ORANGE HEAT by Kirsty Grant

Everything is dark. I wonder if the orange heat has burned my eyes out. Some of my whiskers have fallen off because I keep banging against the dark without warning. The night has grown walls all around me. I am normally free when the sun goes to sleep. Dark is the time when we own the world, when we can stretch our legs and run and play with hardly any fear.  You see, before the orange heat, we could see quite finely when the day turned black. I need a diddle but I keep banging into darkness and there is no room.  I want my Mumsy.

          I thought we were together, all seven of us, and Mumsy. I guess I was wrong. Everything had felt confusing, with all the orange heat mixed up with the night blackness, which turned into poisoned air, and made  seeing and breathing ever so hard.

My tail is all cramped and curled up and it stings from top to bottom. I cannot sweep it out for relief and I have to sit on it which makes it feel burny and sore . Everything is as dark as shut-eye and I feel confused because I cannot even see a thing. My fur is itchy and sticky. I want to ask Mumsy what to do. I am afraid. There is a little stripe of light in a part where the dark isn’t mixed up. I press my nose really close to it but the tip of my nose nips so I shuffle onto my side and stretch my paw out and scrape. Everything smells wrong. There is a scratchy smell and it bites my throat. I push one claw into the light stripe and it gets stuck. I think maybe the world has shrunk.

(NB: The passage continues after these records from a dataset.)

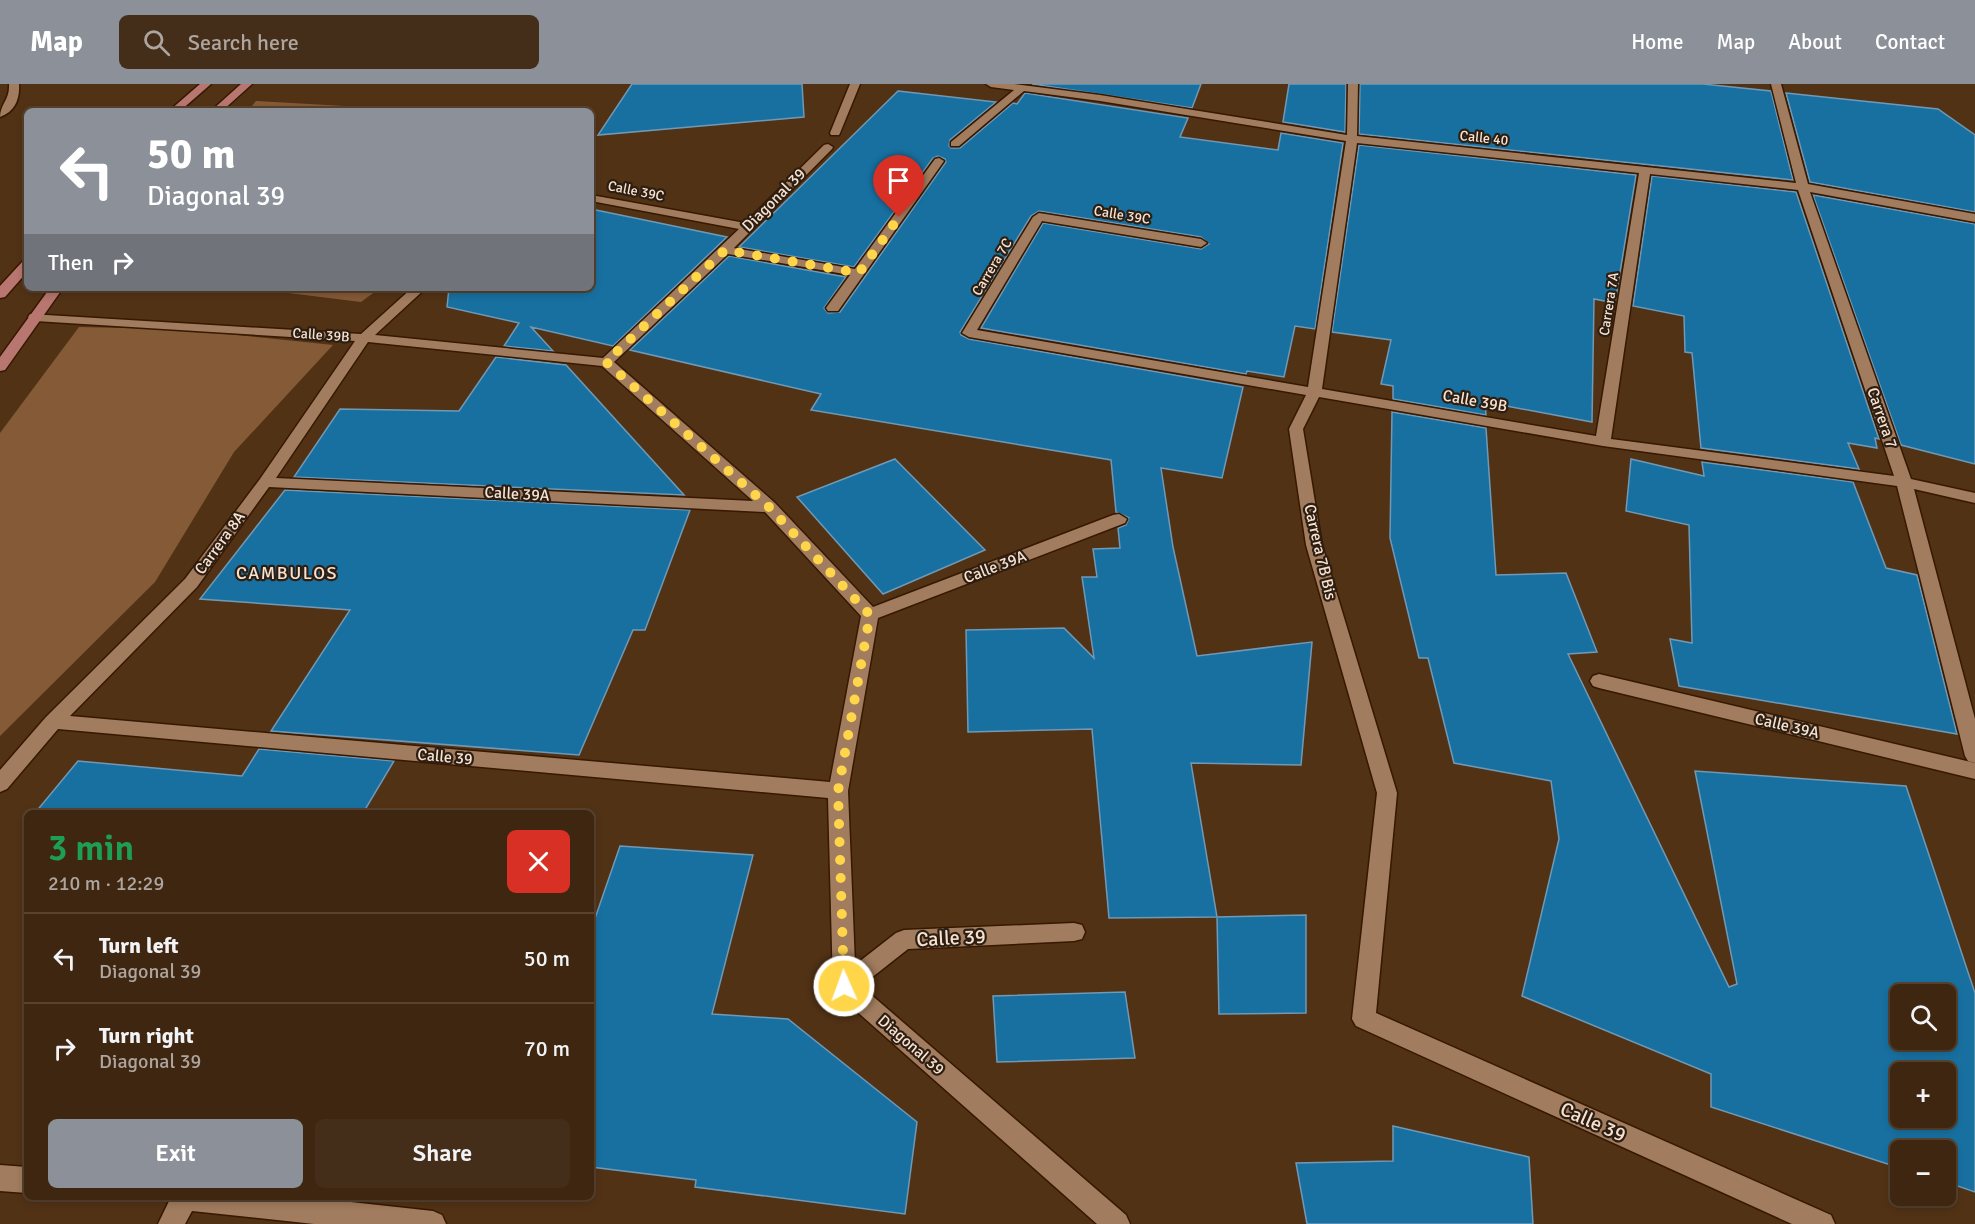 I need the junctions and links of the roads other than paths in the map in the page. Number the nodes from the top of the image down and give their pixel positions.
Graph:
1 (206, 84) edge
2 (247, 84) edge
3 (855, 84) edge
4 (991, 84) edge
5 (1104, 84) edge
6 (1353, 84) edge
7 (1776, 84) edge
8 (1022, 88) junction
9 (14, 89) edge
10 (0, 94) edge
11 (1100, 98) junction
12 (178, 108) edge
13 (219, 108) edge
14 (0, 114) edge
15 (835, 133) dead end
16 (1352, 139) junction
17 (955, 144) dead end
18 (828, 147) dead end
19 (939, 161) dead end
20 (1645, 171) junction
21 (1803, 187) junction
22 (594, 199) edge
23 (1039, 217) joint
24 (1975, 218) edge
25 (746, 226) junction
26 (1201, 243) dead end
27 (725, 250) junction
28 (24, 267) edge
29 (859, 273) junction
30 (55, 291) edge
31 (417, 291) edge
32 (0, 294) edge
33 (833, 308) dead end
34 (35, 317) junction
35 (969, 333) joint
36 (364, 338) junction
37 (606, 362) junction
38 (0, 368) edge
39 (1315, 391) junction
40 (1603, 442) junction
41 (265, 482) junction
42 (1904, 482) junction
43 (1975, 498) edge
44 (769, 507) junction
45 (1119, 519) dead end
46 (870, 615) junction
47 (1599, 681) dead end
48 (53, 722) junction
49 (1975, 756) edge
50 (1975, 771) edge
51 (0, 784) edge
52 (838, 791) junction
53 (1074, 932) dead end
54 (844, 986) junction
55 (1364, 1019) joint
56 (0, 1178) edge
57 (24, 1180) edge
58 (184, 1200) edge
59 (213, 1200) edge
60 (1796, 1219) edge
61 (171, 1224) edge
62 (433, 1224) edge
63 (1117, 1224) edge
64 (1822, 1224) edge

1 - 12 main road
2 - 13 main road
3 - 15 street
4 - 8 street, Calle 40
5 - 11 street
6 - 16 street, Carrera 7B Bis
7 - 21 street, Carrera 7
8 - 11 street, Calle 40
8 - 17 street
9 - 10 street
9 - 14 street
11 - 16 street, Calle 40
16 - 20 street, Calle 40
16 - 39 street, Carrera 7B Bis
18 - 25 street, Diagonal 39
19 - 29 street
20 - 21 street, Calle 40
20 - 40 street, Carrera 7A
21 - 24 street, Calle 40
21 - 42 street, Carrera 7
22 - 25 street, Calle 39C
23 - 26 street, Calle 39C
23 - 35 street, Carrera 7C
25 - 27 street, Diagonal 39
27 - 29 street
27 - 37 street, Diagonal 39
28 - 32 main road
29 - 33 street
30 - 34 main road
31 - 36 street, Carrera 8A
34 - 36 street, Calle 39B
34 - 38 main road
35 - 39 street, Calle 39B
36 - 37 street, Calle 39B
36 - 41 street, Carrera 8A
37 - 44 street
39 - 40 street, Calle 39B
39 - 55 street, Carrera 7B Bis
40 - 42 street, Calle 39B
41 - 44 street, Calle 39A
41 - 48 street, Carrera 8A
42 - 43 street, Calle 39B
42 - 49 street, Carrera 7
44 - 46 street
45 - 46 street, Calle 39A
46 - 52 street
47 - 50 street, Calle 39A
48 - 51 street, Carrera 8A
48 - 52 street, Calle 39
52 - 54 street
53 - 54 street, Calle 39
54 - 63 street, Diagonal 39
55 - 60 street, Calle 39
56 - 57 street
58 - 61 street
59 - 62 street
60 - 64 street, Calle 39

I think my foot is broken. It won’t move and it feels like it is facing the wrong way. There is a sharp stretchy feeling wrapped all around it. When I try to press it on the floor I feel my head go all wishy-washy and I nearly get sick. You see, I think it broke because I was looking at the light stripe and I nearly pushed my paw right into it but then everything started to move. My body flew  upwards but the night has grown a roof and I was crashed back down hard onto the floor and it kept happening over and over. I tried to get my paw out of the light stripe but it stayed stuck and I tried to shout out but I choked. I think my head is still moving up and down. I’m really too hot and I need something to drink. I think I diddled on the floor, it smells really horrible and it’s in my fur.

Everything is noisy. I can hear my heart beating really loud like it’s outside of me. As well, there is a loud squealing sound that I think is in my brain but its outside of my brain too, squeezing me tighter and tighter, and I have to breathe proper fast to stop it crushing me. I don’t understand where I am. Is this the world? I’m scared and I can’t run because there is no forward or backward, just a solid end in the darkness. I think my breath is the only air around me and I have to keep sucking it back in just in case it goes away and I can’t breathe anymore.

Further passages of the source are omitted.